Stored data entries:
:::

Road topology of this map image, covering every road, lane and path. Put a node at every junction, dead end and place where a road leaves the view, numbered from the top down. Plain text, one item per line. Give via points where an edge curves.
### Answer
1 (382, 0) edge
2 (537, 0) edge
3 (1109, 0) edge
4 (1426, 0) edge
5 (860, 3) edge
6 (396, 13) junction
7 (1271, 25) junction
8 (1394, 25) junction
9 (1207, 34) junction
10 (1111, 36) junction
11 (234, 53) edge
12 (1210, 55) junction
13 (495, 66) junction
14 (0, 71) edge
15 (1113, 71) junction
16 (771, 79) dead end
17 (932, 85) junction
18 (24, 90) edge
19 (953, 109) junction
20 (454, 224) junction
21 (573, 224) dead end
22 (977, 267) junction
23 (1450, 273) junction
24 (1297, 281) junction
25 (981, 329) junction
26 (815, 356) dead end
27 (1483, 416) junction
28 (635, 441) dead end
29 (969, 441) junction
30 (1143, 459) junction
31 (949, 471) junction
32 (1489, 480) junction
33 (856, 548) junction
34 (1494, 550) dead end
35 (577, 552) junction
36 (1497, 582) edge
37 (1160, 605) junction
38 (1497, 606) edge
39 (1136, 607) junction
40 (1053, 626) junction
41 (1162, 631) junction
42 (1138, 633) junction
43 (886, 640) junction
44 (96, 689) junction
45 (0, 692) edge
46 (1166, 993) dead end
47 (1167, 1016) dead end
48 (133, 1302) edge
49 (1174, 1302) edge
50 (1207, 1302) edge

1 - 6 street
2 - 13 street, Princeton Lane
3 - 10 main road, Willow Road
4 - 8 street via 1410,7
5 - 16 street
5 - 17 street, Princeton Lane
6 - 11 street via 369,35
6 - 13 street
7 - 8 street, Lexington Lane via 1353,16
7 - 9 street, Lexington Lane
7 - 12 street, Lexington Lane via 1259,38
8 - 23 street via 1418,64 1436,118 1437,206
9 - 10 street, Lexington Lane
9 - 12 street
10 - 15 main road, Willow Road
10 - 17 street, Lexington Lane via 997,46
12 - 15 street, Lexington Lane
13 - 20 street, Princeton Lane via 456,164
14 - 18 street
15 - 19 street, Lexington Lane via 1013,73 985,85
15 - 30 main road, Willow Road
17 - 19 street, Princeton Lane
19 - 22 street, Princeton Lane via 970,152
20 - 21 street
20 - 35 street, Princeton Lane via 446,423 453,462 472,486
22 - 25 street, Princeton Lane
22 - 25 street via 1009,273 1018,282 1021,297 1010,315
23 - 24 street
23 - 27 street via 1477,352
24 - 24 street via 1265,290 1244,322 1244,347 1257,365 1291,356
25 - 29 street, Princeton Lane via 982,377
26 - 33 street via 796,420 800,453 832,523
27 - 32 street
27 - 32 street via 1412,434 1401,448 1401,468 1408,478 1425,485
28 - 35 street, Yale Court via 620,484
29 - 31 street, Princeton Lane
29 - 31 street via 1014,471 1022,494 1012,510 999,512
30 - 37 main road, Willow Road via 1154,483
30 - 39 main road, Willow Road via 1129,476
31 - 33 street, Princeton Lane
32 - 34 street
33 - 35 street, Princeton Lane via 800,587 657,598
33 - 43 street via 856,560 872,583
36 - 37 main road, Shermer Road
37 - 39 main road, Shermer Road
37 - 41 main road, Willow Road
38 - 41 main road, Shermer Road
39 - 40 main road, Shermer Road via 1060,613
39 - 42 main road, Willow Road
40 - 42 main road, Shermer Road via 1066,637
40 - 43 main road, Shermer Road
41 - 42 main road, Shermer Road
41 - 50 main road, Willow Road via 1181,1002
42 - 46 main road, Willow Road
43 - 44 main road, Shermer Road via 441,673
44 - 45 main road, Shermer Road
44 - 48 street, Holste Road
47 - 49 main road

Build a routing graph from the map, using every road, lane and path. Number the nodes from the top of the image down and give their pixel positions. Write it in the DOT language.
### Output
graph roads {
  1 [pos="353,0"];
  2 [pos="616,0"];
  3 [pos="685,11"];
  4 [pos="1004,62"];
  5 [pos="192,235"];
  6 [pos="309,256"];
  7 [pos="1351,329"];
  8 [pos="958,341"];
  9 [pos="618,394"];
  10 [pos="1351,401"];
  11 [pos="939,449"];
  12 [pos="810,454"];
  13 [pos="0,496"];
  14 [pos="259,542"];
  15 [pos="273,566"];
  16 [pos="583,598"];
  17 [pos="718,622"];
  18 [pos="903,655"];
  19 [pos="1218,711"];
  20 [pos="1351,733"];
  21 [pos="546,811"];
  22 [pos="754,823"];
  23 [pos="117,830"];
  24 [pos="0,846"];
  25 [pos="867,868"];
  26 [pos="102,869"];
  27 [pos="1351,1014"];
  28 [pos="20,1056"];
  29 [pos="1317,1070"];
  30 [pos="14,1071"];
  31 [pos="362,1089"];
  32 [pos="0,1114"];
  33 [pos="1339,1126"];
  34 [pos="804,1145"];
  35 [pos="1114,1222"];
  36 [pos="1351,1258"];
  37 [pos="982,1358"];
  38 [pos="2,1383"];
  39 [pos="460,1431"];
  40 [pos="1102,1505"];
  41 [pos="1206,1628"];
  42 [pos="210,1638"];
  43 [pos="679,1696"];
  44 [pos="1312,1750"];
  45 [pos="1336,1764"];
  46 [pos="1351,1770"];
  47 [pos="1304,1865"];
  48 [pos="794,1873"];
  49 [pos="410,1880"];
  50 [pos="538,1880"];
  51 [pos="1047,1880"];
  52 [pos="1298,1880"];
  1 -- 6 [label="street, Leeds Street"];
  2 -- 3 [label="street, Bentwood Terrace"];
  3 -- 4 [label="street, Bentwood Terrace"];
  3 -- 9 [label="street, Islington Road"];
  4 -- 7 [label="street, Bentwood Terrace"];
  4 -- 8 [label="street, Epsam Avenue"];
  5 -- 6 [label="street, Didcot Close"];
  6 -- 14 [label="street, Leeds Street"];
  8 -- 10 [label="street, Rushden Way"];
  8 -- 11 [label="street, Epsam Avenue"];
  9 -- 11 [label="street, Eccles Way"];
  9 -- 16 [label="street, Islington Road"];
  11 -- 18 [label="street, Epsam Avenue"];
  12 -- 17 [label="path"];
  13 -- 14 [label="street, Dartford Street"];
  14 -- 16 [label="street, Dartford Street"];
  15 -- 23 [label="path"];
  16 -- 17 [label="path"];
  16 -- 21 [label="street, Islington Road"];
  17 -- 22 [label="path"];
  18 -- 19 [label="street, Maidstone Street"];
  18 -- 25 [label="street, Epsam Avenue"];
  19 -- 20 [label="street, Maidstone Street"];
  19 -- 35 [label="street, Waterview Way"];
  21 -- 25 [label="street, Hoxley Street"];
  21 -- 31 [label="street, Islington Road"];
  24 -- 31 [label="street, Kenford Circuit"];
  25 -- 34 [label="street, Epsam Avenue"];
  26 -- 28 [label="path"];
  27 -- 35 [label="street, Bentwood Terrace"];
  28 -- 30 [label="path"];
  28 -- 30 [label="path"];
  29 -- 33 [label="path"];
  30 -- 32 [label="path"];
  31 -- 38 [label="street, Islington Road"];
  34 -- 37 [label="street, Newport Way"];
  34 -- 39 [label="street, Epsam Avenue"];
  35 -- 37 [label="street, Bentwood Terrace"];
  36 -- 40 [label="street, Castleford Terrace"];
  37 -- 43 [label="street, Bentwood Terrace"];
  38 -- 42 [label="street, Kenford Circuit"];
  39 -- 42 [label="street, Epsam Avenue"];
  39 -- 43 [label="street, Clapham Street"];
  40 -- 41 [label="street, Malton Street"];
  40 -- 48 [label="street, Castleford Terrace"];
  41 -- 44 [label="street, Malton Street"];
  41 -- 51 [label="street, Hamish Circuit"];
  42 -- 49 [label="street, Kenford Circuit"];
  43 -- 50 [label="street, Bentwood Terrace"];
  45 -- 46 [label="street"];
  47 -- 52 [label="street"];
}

:::

### [Your instructions]
A copy of each line above that holds the word "Dartford" is the expected answer.

### [Your response]
  13 -- 14 [label="street, Dartford Street"];
  14 -- 16 [label="street, Dartford Street"];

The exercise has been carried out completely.